Since the high frequency signal is applied only during the "off" time of the A.C. line signal, that "off" time has to be determined and a signal generated indicating when to apply the high frequency signal. This is done by the high frequency window generator which receives an input signal from the SCR phase control and from the 16 kHz square wave generator and produces an output signal indicating when the square wave should be applied to the output, such signal generally includes a time delay to insure no overlap of the two signals.

Because a square wave having the same peak-to-peak voltage as the line A.C. wave is presently preferred as the high frequency signal, it is desireable to reduce the duty cycle of the square wave to about 50% to provide the same root-mean-square (RMS) voltage to the ballast as would be applied by an equivalent sinusoid. This duty cycle adjustment of the square wave is accomplished by the pulse width control and sync. switch which also synchronizes the signal so that a square wave does not start or end in the middle of a cycle.

The high frequency transformer driver receives the signal indicating when the high frequency square wave should be applied to the output from the pulse width control and sync switch and also receives the 16 KHz square wave signal from the square wave generator and produces an output 16 kHz square wave during the desired period. This signal is supplied to the high frequency driver and current sense circuitry which converts the signal to the actual voltage to be applied to the output. This signal is then combined with the phase controlled line voltage signal by the control and power circuitry to produce the composite waveform shown in FIG. 2 and applies that signal to the ballast. The current sense in the high frequency driver is merely a safety feature to protect against excessive current drawn by the load during the high frequency portion of the waveform, and senses and produces an output when excessive current is drawn.

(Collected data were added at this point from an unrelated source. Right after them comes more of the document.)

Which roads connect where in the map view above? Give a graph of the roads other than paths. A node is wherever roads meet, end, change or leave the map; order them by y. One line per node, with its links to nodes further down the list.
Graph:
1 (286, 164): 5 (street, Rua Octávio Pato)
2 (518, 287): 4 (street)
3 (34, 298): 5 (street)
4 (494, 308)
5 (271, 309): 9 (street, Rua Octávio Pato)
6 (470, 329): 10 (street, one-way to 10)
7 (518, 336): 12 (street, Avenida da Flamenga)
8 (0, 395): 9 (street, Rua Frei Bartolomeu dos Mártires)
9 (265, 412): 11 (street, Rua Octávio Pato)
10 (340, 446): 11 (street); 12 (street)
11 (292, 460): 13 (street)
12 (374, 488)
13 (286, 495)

Referring to FIG. 4, current trip circuitry receives the signal from the high frequency drive and current sense circuitry indicating excessive current draw during the high frequency portion of the signal and sends an output signal to the pulse width control and sync switch circuitry which blocks generation of the high frequency signal, thereby, in effect, disconnecting the high frequency signal from the load ballast. The current trip circuitry also sends a signal to the high frequency amplitude and balance test circuitry, which results in disconnecting completely the circuitry of the invention from the load.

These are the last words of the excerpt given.